Dans les années cinquante, je me trouvais en Angleterre pour quelques jours de retraite qui se terminaient un dimanche. Ce jour-là – innocemment, je le confesse – quelques collègues et moi décidâmes de jouer au volley-ball, afin de nous détendre entre deux réunions, le programme de ces journées étant copieusement chargé. Nous éprouvions le be- soin de dégourdir nos muscles. Pas davantage.
A peine commencée, la partie fut interrompue par un vieux frère aux cheveux blancs qui nous demanda instamment de vouloir bien cesser notre jeu, nous faisant clairement remarquer que nous transgressions le jour du repos. Cet homme, au demeurant sympathique et fort estimé de ses amis, un gagneur d’âmes chevronné, venait certainement d’un milieu strict comme on en voit encore en Angleterre. Plus tard, je devais comprendre cette réaction en apprenant la réflexion d’un ami anglais qui, un dimanche, se baignait en compagnie des miens, quelque part dans le midi de la France :
— Si j’étais en Angleterre, déclara-t-il, je n’aurais pas la liberté d’enfiler mon costume de bain pour aller plonger dans la rivière.
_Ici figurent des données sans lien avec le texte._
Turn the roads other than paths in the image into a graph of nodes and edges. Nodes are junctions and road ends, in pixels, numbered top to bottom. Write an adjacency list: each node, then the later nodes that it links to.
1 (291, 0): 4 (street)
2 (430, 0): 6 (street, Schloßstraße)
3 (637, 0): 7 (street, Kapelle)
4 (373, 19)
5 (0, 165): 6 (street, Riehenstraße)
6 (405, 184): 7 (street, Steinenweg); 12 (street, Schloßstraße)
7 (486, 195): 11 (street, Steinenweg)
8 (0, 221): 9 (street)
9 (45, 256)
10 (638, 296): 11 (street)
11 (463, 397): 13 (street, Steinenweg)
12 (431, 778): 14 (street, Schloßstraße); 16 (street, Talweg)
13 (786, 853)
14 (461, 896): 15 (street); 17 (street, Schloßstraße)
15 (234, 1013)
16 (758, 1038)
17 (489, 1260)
Naturellement, cet excès-là est préférable à l’excès contraire. Reconnaissons que le jour du Seigneur est singulièrement profané dans notre pays de France où l’on voit, ce jour-là, les étalages encombrer les rues et le marché battre son plein sur les places de nos cités.
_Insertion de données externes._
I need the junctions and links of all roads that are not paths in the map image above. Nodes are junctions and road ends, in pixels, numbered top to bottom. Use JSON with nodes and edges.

Après l’intervention de ce chrétien, nous acceptâmes de bonne grâce de cesser nos ébats et nous regagnâmes nos chaises sans nous plaindre car nous n’aurions pas voulu peiner ce frère scrupuleux. Pourtant, il se trompait. D’abord parce qu’il nous imposait sa façon de voir et ensuite, parce qu’il oubliait les déclarations de l’Ecriture : « Tel fait une distinction entre les jours, tel autre les estime tous égaux. Que chacun ait en son esprit une pleine conviction ». (1)
(1) Romains 14.5.
Ce vieux frère paraissait aussi ignorer que ce jour de fête hebdomadaire était destiné à la détente et à la joie. Or, cette accumulation de réunions (le programme était des plus chargé), d’exposés plus ou moins indigestes (la traduction n’arrangeait pas les choses) ne représentait-elle par une réelle activité pour les évangélistes que nous étions ?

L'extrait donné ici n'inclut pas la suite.